Segment Open

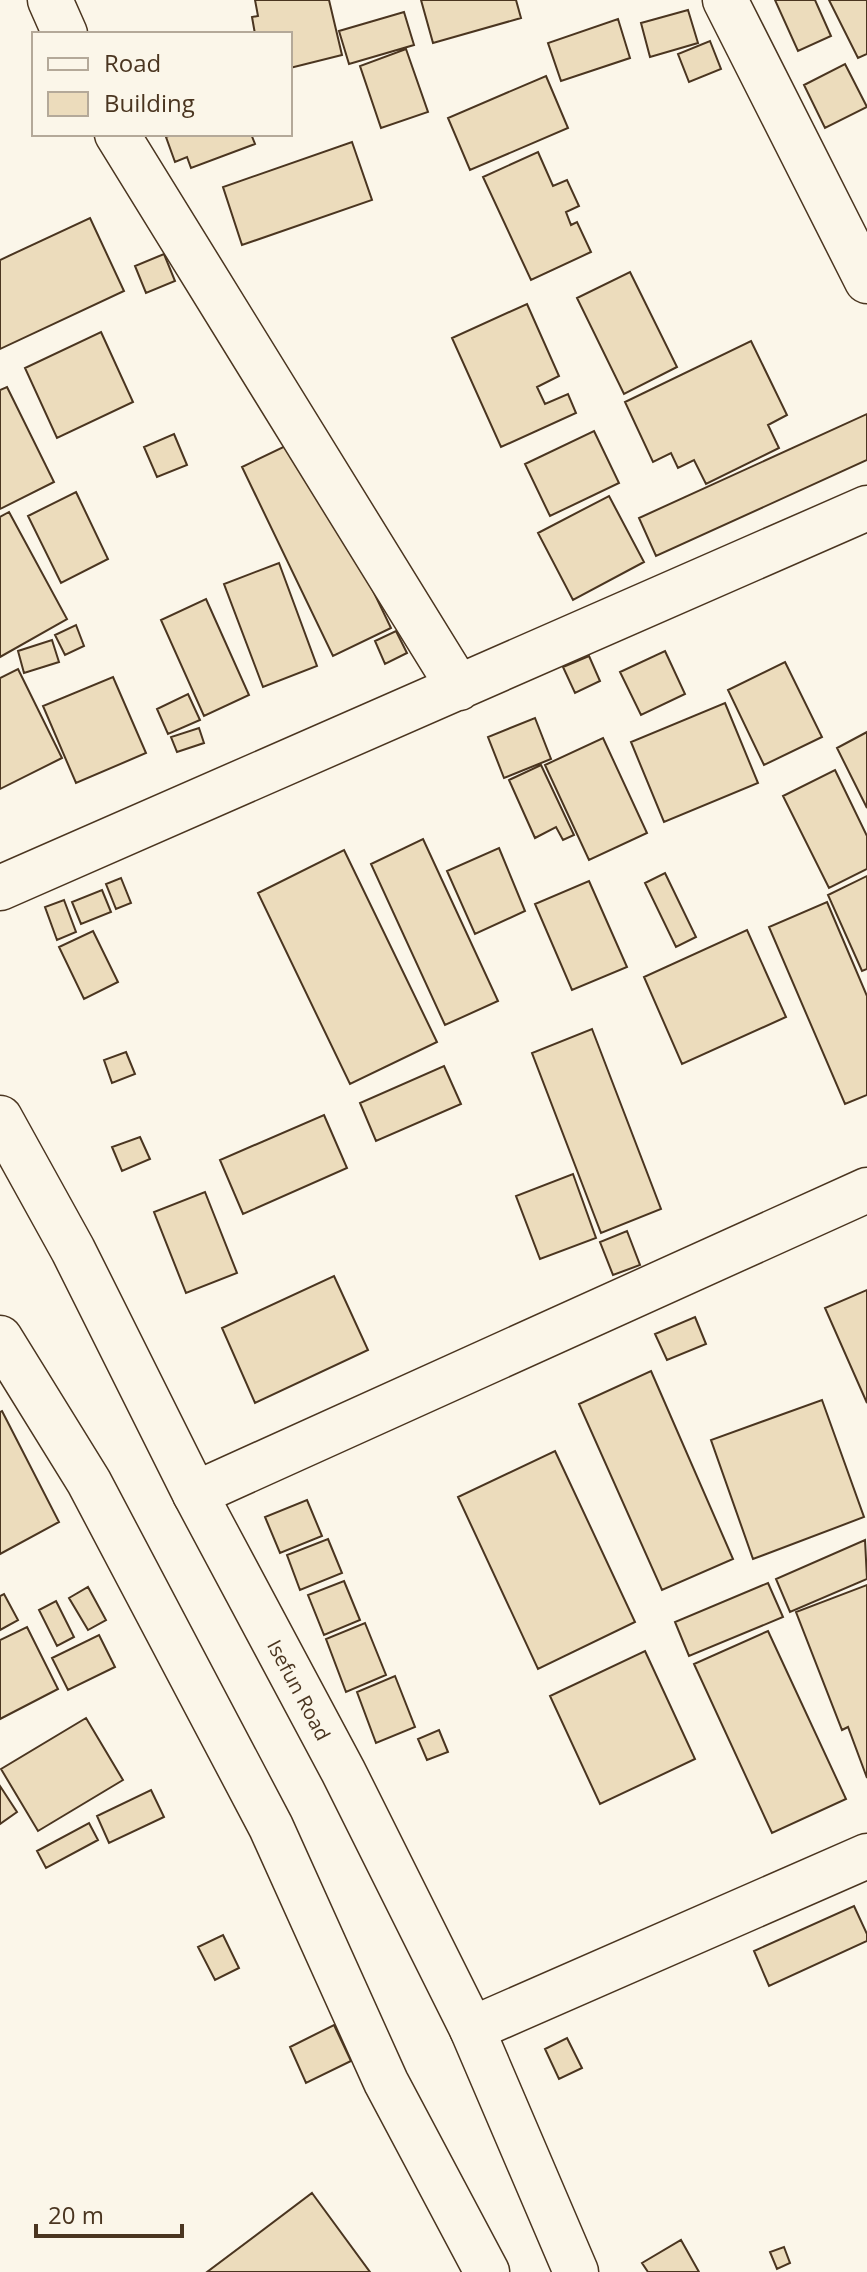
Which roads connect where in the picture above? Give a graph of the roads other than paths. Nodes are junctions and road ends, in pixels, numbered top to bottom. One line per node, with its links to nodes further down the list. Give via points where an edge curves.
1 (50, 0): 3 (street)
2 (725, 0): 5 (street)
3 (64, 32)
4 (118, 136): 7 (street)
5 (867, 281)
6 (867, 508): 7 (street)
7 (459, 688): 8 (street)
8 (0, 888)
9 (0, 1118): 12 (street, Isefun Road, via 73,1250)
10 (867, 1190): 12 (street)
11 (0, 1338): 15 (street, via 89,1482 271,1827 386,2082)
12 (195, 1494): 14 (street, Isefun Road, via 343,1771)
13 (867, 1856): 14 (street)
14 (472, 2029): 16 (street, Isefun Road)
15 (487, 2272)
16 (576, 2272)

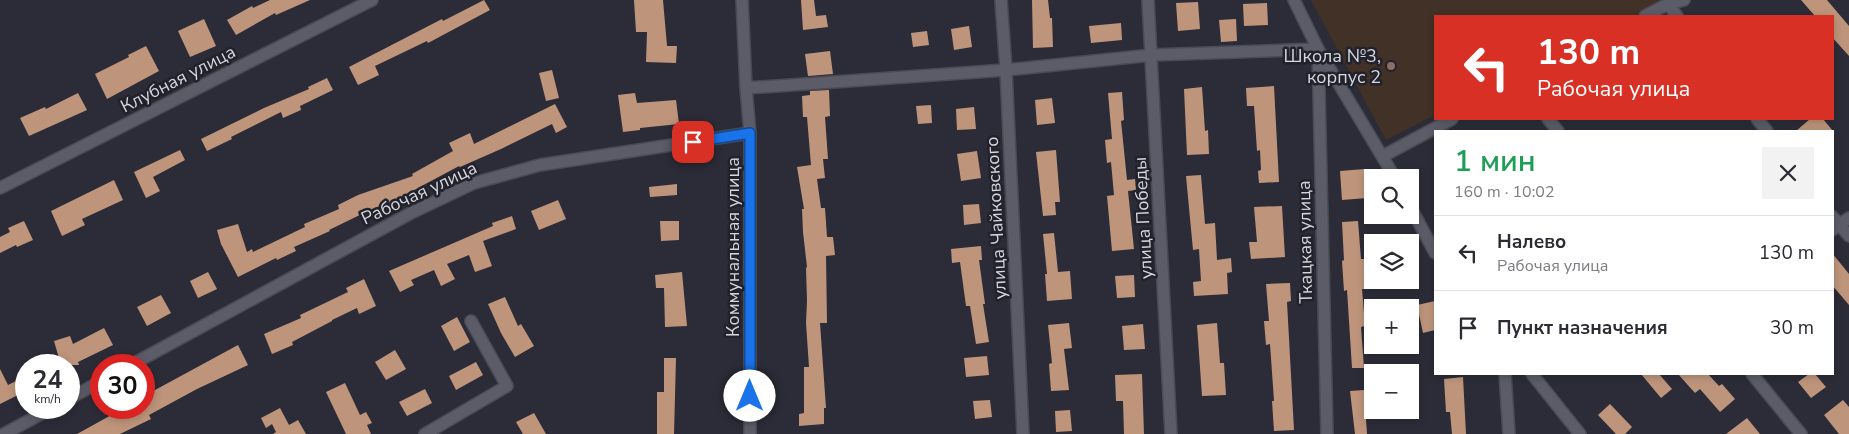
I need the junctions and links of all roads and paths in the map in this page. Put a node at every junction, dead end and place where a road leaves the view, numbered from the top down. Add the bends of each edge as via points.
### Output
1 (372, 0) edge
2 (742, 0) edge
3 (1001, 0) edge
4 (1148, 0) edge
5 (1294, 0) edge
6 (1684, 0) edge
7 (1668, 4) junction
8 (1647, 15) edge
9 (1676, 15) edge
10 (1318, 49) junction
11 (1152, 55) junction
12 (1006, 70) junction
13 (746, 88) junction
14 (1450, 120) edge
15 (1549, 120) edge
16 (1758, 120) edge
17 (1557, 130) edge
18 (1766, 130) edge
19 (750, 133) junction
20 (1384, 156) junction
21 (1390, 169) edge
22 (0, 188) edge
23 (1838, 222) edge
24 (1419, 223) edge
25 (1849, 236) edge
26 (1434, 251) edge
27 (471, 321) dead end
28 (151, 354) edge
29 (1505, 375) edge
30 (1533, 375) edge
31 (1753, 375) edge
32 (32, 419) edge
33 (4, 434) edge
34 (425, 434) edge
35 (750, 434) edge
36 (1023, 434) edge
37 (1171, 434) edge
38 (1327, 434) edge
39 (1509, 434) edge
40 (1580, 434) edge
41 (1801, 434) edge

1 - 22 street, Клубная улица
2 - 13 street, Коммунальная улица
3 - 12 street, улица Чайковского
4 - 11 street, улица Победы
5 - 10 street
6 - 7 street
7 - 8 street
7 - 9 street
10 - 11 street
10 - 20 street
10 - 38 street, Ткацкая улица
11 - 12 street
11 - 37 street, улица Победы
12 - 13 street
12 - 36 street, улица Чайковского
13 - 19 street, Коммунальная улица
14 - 20 street
15 - 17 street
16 - 18 street
19 - 28 street, Рабочая улица via 540,165 474,183 411,213
19 - 35 street, Коммунальная улица
20 - 21 street
23 - 25 street
24 - 26 street
27 - 34 street via 507,386
29 - 39 street
30 - 40 street
31 - 41 street
32 - 33 street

Segment Closed

YOUR ASSIGNMENT. From the first line to the last, retype the data above exactly, but not its images.

EXERCISE OUTPUT.
Which roads connect where in the picture above? Give a graph of the roads other than paths. Nodes are junctions and road ends, in pixels, numbered top to bottom. One line per node, with its links to nodes further down the list. Give via points where an edge curves.
1 (50, 0): 3 (street)
2 (725, 0): 5 (street)
3 (64, 32)
4 (118, 136): 7 (street)
5 (867, 281)
6 (867, 508): 7 (street)
7 (459, 688): 8 (street)
8 (0, 888)
9 (0, 1118): 12 (street, Isefun Road, via 73,1250)
10 (867, 1190): 12 (street)
11 (0, 1338): 15 (street, via 89,1482 271,1827 386,2082)
12 (195, 1494): 14 (street, Isefun Road, via 343,1771)
13 (867, 1856): 14 (street)
14 (472, 2029): 16 (street, Isefun Road)
15 (487, 2272)
16 (576, 2272)

I need the junctions and links of all roads and paths in the map in this page. Put a node at every junction, dead end and place where a road leaves the view, numbered from the top down. Add the bends of each edge as via points.
### Output
1 (372, 0) edge
2 (742, 0) edge
3 (1001, 0) edge
4 (1148, 0) edge
5 (1294, 0) edge
6 (1684, 0) edge
7 (1668, 4) junction
8 (1647, 15) edge
9 (1676, 15) edge
10 (1318, 49) junction
11 (1152, 55) junction
12 (1006, 70) junction
13 (746, 88) junction
14 (1450, 120) edge
15 (1549, 120) edge
16 (1758, 120) edge
17 (1557, 130) edge
18 (1766, 130) edge
19 (750, 133) junction
20 (1384, 156) junction
21 (1390, 169) edge
22 (0, 188) edge
23 (1838, 222) edge
24 (1419, 223) edge
25 (1849, 236) edge
26 (1434, 251) edge
27 (471, 321) dead end
28 (151, 354) edge
29 (1505, 375) edge
30 (1533, 375) edge
31 (1753, 375) edge
32 (32, 419) edge
33 (4, 434) edge
34 (425, 434) edge
35 (750, 434) edge
36 (1023, 434) edge
37 (1171, 434) edge
38 (1327, 434) edge
39 (1509, 434) edge
40 (1580, 434) edge
41 (1801, 434) edge

1 - 22 street, Клубная улица
2 - 13 street, Коммунальная улица
3 - 12 street, улица Чайковского
4 - 11 street, улица Победы
5 - 10 street
6 - 7 street
7 - 8 street
7 - 9 street
10 - 11 street
10 - 20 street
10 - 38 street, Ткацкая улица
11 - 12 street
11 - 37 street, улица Победы
12 - 13 street
12 - 36 street, улица Чайковского
13 - 19 street, Коммунальная улица
14 - 20 street
15 - 17 street
16 - 18 street
19 - 28 street, Рабочая улица via 540,165 474,183 411,213
19 - 35 street, Коммунальная улица
20 - 21 street
23 - 25 street
24 - 26 street
27 - 34 street via 507,386
29 - 39 street
30 - 40 street
31 - 41 street
32 - 33 street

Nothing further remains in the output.